# F-18 challenge coin display



## Al B Cuttn Wud (Oct 14, 2007)

I made three of these coin holders this weekend for a guy at work. The finished one is walnut and I am going to stain the two oak ones with a golden oak stain to give them a little color over the next few days. Enjoy!


----------



## frankp (Oct 29, 2007)

Nice. We recently had a discussion about unit coins here at work. I'm always surprised at the number of defense contractors who've never seen them. I used to carry one of my military ones, but now carry one from a Global Hawk project I was the principle engineer on a few years back. People always ask why I carry it, which inevitably brings a lot more questions.

Great looking projects, Al B. I only have a few coins but always thought a nice collection from various units and "swaps" would be cool.


----------



## red (Sep 30, 2008)

Very nice and a cool project.

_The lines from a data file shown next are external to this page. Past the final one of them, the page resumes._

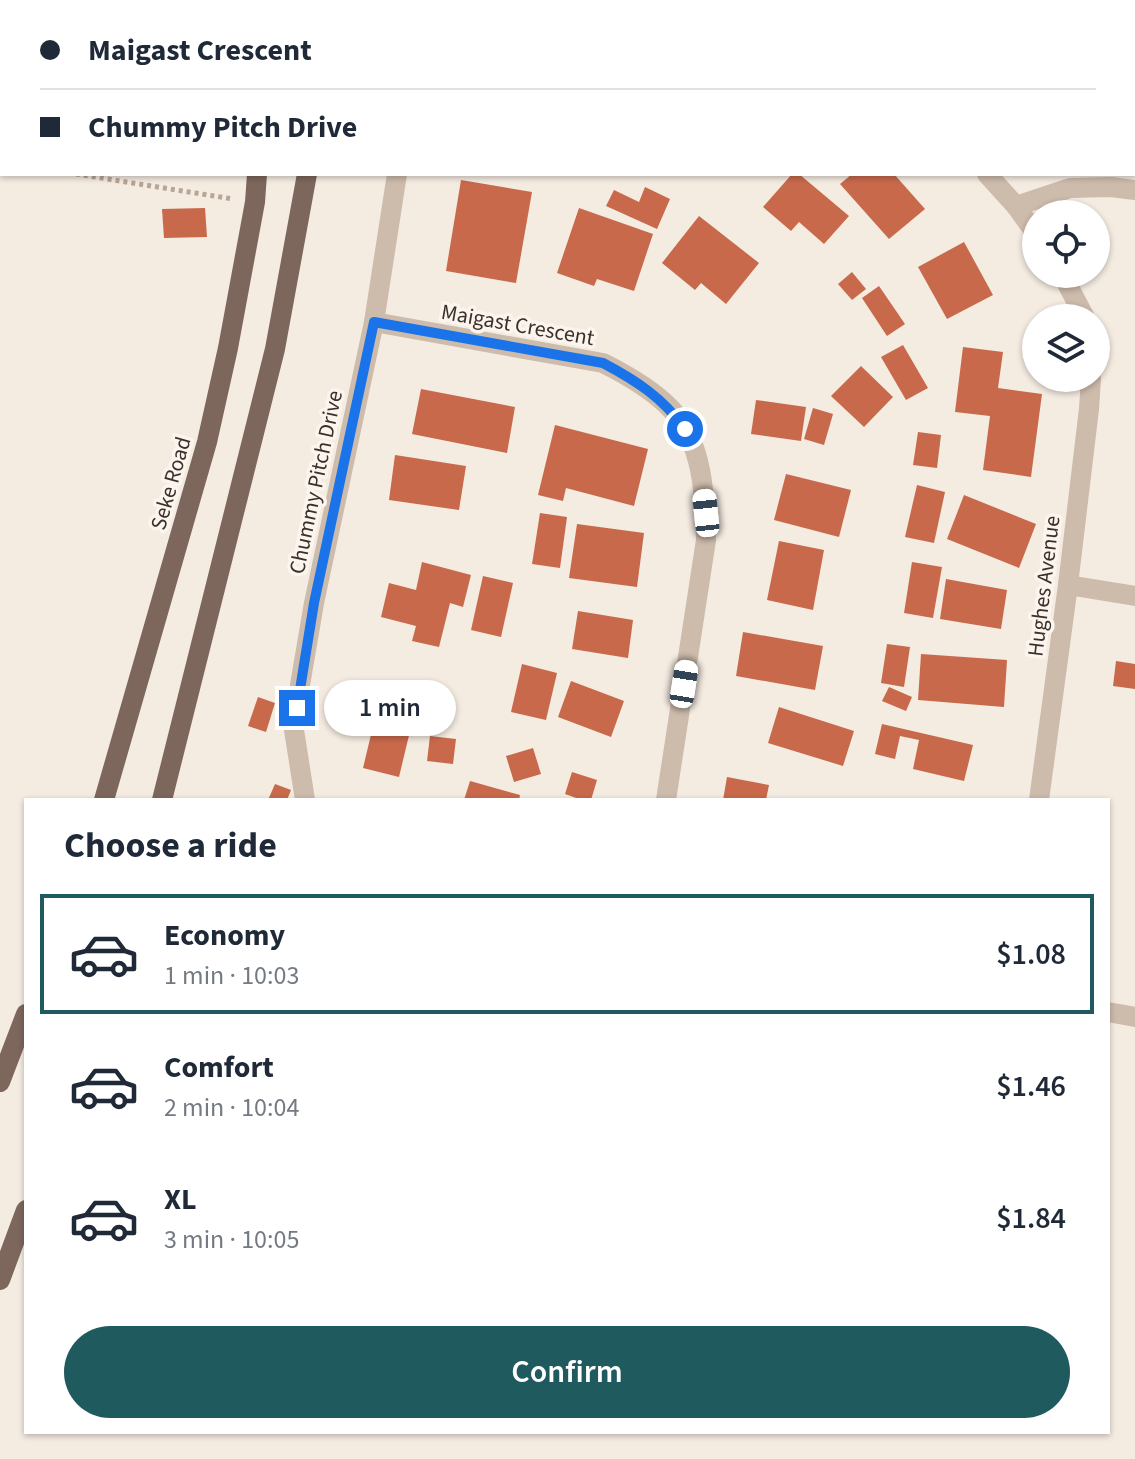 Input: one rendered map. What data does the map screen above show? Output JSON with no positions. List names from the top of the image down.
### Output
{
  "streets": {
    "main road": ["Seke Road"],
    "street": ["Maigast Crescent", "Chummy Pitch Drive", "Hughes Avenue"]
  },
  "crossings": [
    ["Maigast Crescent", "Chummy Pitch Drive"]
  ],
  "page": {
    "banner": ["Maigast Crescent", "Chummy Pitch Drive"],
    "bubble": "1 min",
    "heading": "Choose a ride",
    "list": [
      {
        "name": "Economy",
        "note": "1 min · 10:03",
        "value": "$1.08"
      },
      {
        "name": "Comfort",
        "note": "2 min · 10:04",
        "value": "$1.46"
      },
      {
        "name": "XL",
        "note": "3 min · 10:05",
        "value": "$1.84"
      }
    ],
    "buttons": "Confirm"
  }
}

I have collected several of those coin "medallions" but they are for NASCAR.

Red


----------



## GeorgeC (Jul 30, 2008)

frankp said:


> Nice. We recently had a discussion about unit coins here at work. I'm always surprised at the number of defense contractors who've never seen them. I used to carry one of my military ones, but now carry one from a Global Hawk project I was the principle engineer on a few years back. People always ask why I carry it, which inevitably brings a lot more questions.
> 
> Great looking projects, Al B. I only have a few coins but always thought a nice collection from various units and "swaps" would be cool.


"I'm always surprised at the number of defense contractors who've never seen them." 

I am a 23 year, retired military person who never even heard of them until they were menioned on here some time back. I have a feeling that this is something that has come up in the last 25 years or so.

George


----------



## USMCBAZ (Sep 13, 2009)

Hey buddy cool project, i did some also...but i never seem to get the darn slots depth correct? What bit do you use and how deep do you inset?


----------



## Chad (May 10, 2009)

Very nice looking display project.


----------



## Kenbo (Sep 16, 2008)

Definately cool. I really like the shape of the jet. I mean the aircraft carrier ones that I have seen are cool to, but I *really* like this one. Great job.
Ken


----------



## Al B Cuttn Wud (Oct 14, 2007)

Thanks for the complements. I've been in the Navy 21 years and seems like they have become popular over the last 10 years or so. They seem to be popular with all the services. 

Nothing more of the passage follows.